-- DATA SECTION follows --

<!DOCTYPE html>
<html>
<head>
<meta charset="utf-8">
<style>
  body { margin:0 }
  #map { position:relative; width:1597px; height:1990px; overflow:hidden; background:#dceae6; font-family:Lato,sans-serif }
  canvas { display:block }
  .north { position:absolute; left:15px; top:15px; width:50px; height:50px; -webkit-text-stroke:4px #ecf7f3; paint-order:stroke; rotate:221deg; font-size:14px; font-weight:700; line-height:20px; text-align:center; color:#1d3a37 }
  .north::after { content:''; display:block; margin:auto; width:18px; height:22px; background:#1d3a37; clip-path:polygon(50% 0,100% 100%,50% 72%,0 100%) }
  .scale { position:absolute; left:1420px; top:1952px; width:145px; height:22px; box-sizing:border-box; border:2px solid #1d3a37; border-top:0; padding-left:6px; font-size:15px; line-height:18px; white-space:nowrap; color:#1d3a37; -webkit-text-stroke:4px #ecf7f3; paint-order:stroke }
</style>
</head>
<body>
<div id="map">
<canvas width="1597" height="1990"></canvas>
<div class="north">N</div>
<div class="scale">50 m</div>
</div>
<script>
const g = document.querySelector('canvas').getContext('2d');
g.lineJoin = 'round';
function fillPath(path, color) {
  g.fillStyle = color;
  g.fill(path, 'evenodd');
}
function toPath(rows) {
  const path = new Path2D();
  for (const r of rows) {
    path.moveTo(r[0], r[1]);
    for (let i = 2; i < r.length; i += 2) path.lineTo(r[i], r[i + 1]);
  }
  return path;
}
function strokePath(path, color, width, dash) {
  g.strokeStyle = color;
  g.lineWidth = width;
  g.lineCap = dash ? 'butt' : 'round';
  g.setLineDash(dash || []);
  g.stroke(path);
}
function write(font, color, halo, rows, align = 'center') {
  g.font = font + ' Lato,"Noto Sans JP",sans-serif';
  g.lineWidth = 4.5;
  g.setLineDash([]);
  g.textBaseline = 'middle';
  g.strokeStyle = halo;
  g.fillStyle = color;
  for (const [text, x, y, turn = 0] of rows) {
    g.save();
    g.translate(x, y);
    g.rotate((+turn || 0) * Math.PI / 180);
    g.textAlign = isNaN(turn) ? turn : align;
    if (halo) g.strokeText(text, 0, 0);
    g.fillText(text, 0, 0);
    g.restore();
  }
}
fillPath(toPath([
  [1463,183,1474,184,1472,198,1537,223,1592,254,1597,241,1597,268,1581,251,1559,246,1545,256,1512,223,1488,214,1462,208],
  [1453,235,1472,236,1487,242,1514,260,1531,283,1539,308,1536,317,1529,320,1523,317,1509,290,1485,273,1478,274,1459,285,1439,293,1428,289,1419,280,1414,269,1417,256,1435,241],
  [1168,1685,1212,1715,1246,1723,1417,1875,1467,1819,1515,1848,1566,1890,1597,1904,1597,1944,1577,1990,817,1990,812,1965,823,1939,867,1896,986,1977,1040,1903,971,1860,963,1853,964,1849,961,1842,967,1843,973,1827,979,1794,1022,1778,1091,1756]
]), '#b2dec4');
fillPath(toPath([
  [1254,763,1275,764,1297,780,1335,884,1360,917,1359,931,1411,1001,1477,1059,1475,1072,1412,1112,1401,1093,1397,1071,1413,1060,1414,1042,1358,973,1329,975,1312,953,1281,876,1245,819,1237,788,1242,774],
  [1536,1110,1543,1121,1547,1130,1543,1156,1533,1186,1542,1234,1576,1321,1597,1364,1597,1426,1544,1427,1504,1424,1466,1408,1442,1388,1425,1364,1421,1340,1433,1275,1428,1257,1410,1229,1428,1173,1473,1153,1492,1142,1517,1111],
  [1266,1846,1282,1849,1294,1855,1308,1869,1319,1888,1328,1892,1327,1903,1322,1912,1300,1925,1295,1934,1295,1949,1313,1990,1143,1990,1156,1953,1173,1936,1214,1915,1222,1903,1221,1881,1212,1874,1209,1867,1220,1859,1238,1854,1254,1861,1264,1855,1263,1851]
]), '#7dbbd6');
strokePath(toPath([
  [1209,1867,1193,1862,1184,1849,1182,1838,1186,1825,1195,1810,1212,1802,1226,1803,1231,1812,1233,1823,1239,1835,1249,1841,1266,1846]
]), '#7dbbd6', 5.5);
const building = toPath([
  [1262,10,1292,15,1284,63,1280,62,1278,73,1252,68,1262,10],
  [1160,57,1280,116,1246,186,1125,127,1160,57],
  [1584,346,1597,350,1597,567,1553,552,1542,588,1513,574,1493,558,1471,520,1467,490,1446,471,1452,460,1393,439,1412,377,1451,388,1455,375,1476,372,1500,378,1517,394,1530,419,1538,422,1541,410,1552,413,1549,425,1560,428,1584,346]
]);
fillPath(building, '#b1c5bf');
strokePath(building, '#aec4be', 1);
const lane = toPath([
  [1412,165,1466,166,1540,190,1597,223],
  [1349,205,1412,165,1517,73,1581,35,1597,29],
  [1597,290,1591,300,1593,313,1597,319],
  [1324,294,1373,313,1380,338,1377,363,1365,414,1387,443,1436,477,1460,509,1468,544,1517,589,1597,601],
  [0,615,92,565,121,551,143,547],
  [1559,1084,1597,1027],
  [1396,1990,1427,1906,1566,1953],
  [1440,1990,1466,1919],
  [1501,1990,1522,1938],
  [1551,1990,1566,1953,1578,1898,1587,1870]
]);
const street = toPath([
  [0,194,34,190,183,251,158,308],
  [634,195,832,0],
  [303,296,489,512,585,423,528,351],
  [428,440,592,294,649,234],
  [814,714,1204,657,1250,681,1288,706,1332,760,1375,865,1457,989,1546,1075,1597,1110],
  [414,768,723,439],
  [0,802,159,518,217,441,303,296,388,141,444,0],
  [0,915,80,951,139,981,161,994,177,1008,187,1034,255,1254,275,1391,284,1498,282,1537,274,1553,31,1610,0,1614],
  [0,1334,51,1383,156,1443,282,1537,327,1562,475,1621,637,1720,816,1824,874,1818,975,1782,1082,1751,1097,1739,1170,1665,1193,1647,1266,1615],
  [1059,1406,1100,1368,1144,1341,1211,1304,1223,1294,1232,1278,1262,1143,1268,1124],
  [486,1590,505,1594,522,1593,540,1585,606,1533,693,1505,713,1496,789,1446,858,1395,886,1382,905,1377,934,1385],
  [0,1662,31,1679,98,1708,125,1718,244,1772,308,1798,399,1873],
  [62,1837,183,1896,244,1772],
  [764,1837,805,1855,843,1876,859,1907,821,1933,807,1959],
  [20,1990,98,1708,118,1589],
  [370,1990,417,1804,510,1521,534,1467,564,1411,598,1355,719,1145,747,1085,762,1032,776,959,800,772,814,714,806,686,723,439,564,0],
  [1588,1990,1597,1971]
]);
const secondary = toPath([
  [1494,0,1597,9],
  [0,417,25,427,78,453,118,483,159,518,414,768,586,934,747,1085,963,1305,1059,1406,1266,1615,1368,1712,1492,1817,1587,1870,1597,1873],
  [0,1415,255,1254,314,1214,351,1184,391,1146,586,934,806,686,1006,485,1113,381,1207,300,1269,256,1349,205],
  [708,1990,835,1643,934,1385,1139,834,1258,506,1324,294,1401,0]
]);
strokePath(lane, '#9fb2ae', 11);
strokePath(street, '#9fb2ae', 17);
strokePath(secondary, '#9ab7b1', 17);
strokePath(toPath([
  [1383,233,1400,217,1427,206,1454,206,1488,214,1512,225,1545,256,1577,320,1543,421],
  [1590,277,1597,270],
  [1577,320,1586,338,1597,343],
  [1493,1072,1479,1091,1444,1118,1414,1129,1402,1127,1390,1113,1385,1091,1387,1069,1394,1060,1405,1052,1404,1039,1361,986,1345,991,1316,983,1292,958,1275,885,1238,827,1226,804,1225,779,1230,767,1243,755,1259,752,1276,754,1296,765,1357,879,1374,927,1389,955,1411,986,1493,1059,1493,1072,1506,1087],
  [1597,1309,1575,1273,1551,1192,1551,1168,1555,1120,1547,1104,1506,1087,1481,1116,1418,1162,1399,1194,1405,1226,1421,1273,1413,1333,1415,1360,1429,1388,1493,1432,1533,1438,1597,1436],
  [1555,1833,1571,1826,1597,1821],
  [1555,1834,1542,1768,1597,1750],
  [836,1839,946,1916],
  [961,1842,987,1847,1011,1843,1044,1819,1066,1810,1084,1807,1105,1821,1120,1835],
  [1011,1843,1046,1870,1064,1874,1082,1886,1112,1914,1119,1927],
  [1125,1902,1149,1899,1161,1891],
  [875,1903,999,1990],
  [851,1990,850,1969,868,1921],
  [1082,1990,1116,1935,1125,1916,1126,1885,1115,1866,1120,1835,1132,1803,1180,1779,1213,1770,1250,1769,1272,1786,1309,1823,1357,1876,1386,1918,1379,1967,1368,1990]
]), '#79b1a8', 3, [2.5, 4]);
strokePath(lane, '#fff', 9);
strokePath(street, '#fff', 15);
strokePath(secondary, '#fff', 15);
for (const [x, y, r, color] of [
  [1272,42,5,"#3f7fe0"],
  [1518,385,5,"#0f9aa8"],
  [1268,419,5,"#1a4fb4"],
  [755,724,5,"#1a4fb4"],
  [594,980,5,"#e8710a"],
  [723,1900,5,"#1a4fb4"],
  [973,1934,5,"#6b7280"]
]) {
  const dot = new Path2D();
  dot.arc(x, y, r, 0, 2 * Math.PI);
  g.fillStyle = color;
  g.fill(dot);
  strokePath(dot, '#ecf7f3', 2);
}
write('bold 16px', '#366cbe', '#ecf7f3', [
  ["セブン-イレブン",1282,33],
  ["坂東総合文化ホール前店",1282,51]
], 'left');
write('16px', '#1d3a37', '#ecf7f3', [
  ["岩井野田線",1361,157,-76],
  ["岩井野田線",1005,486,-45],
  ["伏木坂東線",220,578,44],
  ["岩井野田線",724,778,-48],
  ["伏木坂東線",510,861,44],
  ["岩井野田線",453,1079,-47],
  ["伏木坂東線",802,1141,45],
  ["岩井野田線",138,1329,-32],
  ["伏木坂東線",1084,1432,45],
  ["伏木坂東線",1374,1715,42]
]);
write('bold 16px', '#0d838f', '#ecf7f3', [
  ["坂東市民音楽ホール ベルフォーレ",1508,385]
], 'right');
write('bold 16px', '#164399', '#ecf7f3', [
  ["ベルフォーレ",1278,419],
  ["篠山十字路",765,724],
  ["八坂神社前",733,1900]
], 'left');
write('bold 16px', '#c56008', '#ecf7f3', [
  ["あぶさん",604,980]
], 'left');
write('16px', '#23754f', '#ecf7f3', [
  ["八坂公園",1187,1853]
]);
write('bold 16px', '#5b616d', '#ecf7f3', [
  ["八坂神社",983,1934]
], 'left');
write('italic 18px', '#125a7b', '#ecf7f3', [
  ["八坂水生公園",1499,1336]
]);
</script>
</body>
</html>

-- DATA SECTION concluded --

From the material above, please return each line containing "rows".

function toPath(rows) {
  for (const r of rows) {
function write(font, color, halo, rows, align = 'center') {
  for (const [text, x, y, turn = 0] of rows) {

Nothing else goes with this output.